For immediate consideration, please apply directly to this job posting AND email me at biacosta @actalentservices.com with the following:

1) Word copy of resume

2) 2-3 professional references

3) 4-5 brief bullet points highlighting technical qualifications

Job Description

We are seeking a dedicated Quality Engineer to join our team. The ideal candidate will be responsible for ensuring the highest quality standards in both cleanroom and non-cleanroom environments.

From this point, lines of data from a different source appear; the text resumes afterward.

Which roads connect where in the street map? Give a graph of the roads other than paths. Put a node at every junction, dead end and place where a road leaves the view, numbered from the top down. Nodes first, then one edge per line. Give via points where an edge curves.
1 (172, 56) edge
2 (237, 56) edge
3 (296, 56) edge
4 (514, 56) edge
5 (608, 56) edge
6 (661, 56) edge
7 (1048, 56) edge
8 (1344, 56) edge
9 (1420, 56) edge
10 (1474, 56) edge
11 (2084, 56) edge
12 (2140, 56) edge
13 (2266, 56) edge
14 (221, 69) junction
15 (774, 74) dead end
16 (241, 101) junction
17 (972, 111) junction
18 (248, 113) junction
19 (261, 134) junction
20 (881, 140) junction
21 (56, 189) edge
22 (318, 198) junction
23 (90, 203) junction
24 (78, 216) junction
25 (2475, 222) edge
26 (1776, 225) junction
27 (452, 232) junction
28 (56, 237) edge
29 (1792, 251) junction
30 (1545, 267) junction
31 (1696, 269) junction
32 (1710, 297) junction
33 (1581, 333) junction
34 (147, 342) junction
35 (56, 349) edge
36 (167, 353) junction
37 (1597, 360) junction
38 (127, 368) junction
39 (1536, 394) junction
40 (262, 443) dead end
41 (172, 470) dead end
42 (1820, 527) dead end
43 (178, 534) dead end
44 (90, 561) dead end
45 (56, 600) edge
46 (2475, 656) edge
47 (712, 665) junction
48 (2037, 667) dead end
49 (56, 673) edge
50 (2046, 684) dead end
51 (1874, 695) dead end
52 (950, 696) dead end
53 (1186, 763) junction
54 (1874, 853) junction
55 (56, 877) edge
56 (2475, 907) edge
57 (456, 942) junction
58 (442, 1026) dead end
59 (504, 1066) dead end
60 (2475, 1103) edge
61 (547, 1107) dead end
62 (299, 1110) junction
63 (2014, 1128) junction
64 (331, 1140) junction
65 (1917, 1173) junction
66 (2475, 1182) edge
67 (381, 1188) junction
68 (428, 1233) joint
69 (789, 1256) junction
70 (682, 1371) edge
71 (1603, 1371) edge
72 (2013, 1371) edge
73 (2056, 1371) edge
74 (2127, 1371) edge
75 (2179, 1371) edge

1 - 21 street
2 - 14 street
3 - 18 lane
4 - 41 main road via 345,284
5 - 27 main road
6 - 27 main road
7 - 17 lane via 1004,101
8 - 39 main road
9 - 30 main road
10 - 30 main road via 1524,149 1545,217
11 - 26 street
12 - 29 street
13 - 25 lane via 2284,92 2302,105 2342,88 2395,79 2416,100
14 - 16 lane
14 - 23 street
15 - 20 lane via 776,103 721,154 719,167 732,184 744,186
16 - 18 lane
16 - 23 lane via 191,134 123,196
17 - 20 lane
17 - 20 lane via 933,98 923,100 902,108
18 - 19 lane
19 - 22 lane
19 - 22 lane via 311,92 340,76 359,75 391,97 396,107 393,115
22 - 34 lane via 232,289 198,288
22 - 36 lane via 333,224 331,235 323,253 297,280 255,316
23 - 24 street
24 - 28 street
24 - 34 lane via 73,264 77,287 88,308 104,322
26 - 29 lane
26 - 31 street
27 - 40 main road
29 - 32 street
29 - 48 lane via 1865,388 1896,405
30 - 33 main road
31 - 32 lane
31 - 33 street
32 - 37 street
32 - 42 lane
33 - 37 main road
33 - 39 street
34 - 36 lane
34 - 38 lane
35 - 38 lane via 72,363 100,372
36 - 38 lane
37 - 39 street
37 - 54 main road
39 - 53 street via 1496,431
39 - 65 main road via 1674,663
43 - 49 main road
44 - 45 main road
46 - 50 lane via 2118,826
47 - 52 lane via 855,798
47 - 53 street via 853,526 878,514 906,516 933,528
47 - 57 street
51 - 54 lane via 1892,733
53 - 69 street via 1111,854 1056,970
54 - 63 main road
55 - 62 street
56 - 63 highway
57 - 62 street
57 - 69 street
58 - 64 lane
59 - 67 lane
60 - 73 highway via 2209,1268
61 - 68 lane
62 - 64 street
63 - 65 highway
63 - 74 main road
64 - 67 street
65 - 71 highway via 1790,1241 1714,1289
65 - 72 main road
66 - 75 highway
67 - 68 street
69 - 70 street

This role involves implementing quality control plans, improving manufacturing processes, and collaborating with various departments to maintain product excellence.

Responsibilities

• Implement and maintain quality control plans and procedures to ensure products meet standards.
• Identify areas for improvement in manufacturing processes and implement solutions to enhance quality and efficiency.
• Investigate and resolve quality issues, including root cause analysis, corrective actions, and preventive measures.
• Maintain accurate records of quality data, inspection results, and corrective actions.
• Collaborate with engineering, manufacturing, and suppliers to ensure quality throughout the product lifecycle.
• Ensure compliance with relevant regulations and standards, such as FDA guidelines.
• Work with suppliers to ensure they meet quality standards and implement corrective actions for any issues.
• Assist in the development and validation of new products to ensure they meet quality and regulatory requirements.
• Review and deliver First Article Inspections for sustaining parts and development projects.
• Develop and implement validation strategies for manufacturing processes to ensure they meet quality standards.
• Develop methods and procedures for process control, improvement, testing, and inspection to ensure products are free of flaws and function as designed.
• Design and install sophisticated testing equipment and perform product testing and analysis to maintain quality levels.
• Analyze reports and defective products to determine trends and recommend corrective actions.
• Support production in cleanroom and non-cleanroom environments, including work instruction development, process validation, quarantine/MRB, and daily management.

Essential Skills

• Quality engineering
• Quality assurance
• Process validation
• Production quality control
• Knowledge of ISO quality management systems
• Experience in a manufacturing environment, preferably in a medical device or pharmaceutical setting
• 1-2 years of experience for Level I and 3-5 years of experience for Level II
• Strong analytical, problem-solving, and communication skills

Additional Skills & Qualifications

• Bachelor's degree in engineering, science, or a related field
• Certifications such as Certified Quality Engineer (CQE) or Six Sigma Green/Black Belt may be preferred
• Ability to work independently with minimal supervision
• Experience supporting production in cleanroom environments

Work Environment

Onsite in a cleanroom or production environment. Benefits include 2 weeks PTO and 10 paid holidays.